Record set.
========================
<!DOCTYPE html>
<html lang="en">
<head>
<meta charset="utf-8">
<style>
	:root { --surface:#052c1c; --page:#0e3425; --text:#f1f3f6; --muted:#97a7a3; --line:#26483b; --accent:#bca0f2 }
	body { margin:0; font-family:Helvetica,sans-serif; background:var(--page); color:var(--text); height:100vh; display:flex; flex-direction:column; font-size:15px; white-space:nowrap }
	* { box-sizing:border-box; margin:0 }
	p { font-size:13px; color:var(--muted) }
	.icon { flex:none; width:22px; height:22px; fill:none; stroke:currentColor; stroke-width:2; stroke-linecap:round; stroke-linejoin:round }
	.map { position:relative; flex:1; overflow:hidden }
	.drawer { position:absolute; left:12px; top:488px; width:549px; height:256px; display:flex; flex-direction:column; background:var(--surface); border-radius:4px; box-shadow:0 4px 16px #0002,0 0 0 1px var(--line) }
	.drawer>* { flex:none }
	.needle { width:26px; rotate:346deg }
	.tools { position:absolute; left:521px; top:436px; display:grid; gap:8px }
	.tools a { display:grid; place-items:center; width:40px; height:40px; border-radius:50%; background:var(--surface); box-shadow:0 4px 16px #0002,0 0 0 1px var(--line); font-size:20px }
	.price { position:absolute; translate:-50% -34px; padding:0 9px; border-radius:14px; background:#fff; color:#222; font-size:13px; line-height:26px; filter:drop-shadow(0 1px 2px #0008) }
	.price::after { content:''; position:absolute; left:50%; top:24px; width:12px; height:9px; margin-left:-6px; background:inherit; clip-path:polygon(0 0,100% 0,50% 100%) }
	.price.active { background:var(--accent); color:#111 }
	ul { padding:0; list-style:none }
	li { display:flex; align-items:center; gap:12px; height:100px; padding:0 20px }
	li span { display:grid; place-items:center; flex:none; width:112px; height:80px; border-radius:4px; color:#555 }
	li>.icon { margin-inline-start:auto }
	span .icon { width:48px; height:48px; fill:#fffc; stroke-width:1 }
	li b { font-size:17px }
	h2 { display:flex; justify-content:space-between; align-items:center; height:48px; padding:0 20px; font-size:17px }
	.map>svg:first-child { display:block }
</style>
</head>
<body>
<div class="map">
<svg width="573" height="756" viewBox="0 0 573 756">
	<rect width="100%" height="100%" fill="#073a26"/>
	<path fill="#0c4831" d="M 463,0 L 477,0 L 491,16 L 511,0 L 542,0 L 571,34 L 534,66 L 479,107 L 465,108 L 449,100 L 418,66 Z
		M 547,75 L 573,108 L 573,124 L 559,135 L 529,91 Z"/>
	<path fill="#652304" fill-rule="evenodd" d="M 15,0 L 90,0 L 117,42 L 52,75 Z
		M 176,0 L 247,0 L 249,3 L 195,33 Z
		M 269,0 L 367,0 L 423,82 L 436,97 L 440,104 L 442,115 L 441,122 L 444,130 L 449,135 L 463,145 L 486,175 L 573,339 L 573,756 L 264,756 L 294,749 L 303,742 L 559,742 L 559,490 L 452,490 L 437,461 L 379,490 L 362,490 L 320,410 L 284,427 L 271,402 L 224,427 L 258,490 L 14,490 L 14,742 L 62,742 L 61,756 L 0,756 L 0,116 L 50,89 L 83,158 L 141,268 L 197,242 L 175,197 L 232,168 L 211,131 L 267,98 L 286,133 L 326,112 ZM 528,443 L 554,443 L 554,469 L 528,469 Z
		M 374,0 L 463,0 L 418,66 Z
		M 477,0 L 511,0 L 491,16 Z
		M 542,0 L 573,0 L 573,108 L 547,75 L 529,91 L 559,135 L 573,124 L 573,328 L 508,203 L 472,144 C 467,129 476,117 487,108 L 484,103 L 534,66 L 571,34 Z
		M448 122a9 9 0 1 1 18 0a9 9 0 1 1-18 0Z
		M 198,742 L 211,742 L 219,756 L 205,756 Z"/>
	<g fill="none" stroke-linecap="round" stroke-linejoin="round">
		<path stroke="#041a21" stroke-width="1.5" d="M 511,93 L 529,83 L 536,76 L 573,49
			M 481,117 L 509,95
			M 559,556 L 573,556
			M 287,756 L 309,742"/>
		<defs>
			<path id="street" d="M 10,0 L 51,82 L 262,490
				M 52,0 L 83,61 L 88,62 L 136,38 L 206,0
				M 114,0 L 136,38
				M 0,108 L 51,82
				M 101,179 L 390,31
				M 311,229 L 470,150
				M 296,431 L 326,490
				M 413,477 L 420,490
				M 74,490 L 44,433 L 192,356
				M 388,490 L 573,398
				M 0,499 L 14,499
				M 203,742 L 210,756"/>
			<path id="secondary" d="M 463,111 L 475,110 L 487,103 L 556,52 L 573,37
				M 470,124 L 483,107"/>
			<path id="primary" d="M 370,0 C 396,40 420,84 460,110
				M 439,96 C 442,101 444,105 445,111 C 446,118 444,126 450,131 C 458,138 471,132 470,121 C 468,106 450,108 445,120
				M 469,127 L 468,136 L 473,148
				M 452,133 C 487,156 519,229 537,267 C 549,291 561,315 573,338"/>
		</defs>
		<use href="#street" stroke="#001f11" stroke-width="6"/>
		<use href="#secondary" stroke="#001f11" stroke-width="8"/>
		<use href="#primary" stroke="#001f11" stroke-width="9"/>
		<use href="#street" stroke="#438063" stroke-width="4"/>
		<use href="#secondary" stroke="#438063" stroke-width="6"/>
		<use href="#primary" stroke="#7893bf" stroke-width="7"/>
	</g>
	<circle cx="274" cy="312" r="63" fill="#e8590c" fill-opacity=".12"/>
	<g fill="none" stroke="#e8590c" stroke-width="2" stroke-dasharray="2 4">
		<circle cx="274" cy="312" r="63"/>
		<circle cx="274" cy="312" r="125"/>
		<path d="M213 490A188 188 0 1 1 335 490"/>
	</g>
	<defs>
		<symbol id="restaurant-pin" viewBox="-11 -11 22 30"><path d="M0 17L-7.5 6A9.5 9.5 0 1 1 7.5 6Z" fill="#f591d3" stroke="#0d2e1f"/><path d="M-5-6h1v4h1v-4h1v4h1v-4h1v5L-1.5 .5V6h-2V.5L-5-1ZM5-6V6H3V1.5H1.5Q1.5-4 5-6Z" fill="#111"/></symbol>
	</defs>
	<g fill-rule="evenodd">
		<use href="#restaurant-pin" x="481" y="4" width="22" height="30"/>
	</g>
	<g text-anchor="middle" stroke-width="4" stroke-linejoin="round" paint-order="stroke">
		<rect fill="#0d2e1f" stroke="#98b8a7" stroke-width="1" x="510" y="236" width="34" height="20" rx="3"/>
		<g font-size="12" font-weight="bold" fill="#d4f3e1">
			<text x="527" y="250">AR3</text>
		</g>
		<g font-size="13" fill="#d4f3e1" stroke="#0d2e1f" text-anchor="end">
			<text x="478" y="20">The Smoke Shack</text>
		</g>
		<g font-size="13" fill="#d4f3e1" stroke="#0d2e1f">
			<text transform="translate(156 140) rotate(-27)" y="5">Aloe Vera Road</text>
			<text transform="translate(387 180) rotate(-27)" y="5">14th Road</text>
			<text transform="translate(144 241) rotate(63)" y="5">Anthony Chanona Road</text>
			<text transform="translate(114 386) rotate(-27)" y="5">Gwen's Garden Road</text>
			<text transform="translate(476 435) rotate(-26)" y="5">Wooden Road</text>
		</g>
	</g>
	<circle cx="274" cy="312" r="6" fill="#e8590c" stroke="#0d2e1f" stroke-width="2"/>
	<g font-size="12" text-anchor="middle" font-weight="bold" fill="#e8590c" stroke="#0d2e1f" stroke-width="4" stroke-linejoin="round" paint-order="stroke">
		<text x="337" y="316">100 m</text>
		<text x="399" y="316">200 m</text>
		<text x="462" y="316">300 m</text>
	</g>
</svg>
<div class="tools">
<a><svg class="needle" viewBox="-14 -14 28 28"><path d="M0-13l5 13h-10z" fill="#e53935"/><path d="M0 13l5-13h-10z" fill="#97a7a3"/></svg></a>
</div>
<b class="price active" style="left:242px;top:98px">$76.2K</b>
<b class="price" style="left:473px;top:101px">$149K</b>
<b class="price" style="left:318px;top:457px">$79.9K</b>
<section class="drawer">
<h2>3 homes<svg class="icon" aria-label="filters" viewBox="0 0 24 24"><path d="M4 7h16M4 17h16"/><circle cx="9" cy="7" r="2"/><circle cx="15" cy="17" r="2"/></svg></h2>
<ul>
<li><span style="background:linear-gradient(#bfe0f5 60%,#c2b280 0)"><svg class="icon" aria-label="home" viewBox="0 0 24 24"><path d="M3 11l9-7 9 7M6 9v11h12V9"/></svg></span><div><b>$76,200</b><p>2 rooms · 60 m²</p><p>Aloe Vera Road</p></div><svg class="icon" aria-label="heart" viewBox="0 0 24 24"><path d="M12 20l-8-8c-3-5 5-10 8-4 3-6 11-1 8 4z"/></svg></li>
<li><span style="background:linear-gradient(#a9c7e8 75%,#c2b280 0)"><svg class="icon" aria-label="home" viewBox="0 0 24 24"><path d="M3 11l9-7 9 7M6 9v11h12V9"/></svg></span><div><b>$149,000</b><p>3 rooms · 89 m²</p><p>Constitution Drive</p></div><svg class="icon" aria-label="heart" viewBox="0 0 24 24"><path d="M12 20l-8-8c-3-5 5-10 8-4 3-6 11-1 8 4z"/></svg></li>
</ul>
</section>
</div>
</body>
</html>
========================
Action item. Filter the preceding entries down to the lines with "needle".

Output for this exercise.
	.needle { width:26px; rotate:346deg }
<a><svg class="needle" viewBox="-14 -14 28 28"><path d="M0-13l5 13h-10z" fill="#e53935"/><path d="M0 13l5-13h-10z" fill="#97a7a3"/></svg></a>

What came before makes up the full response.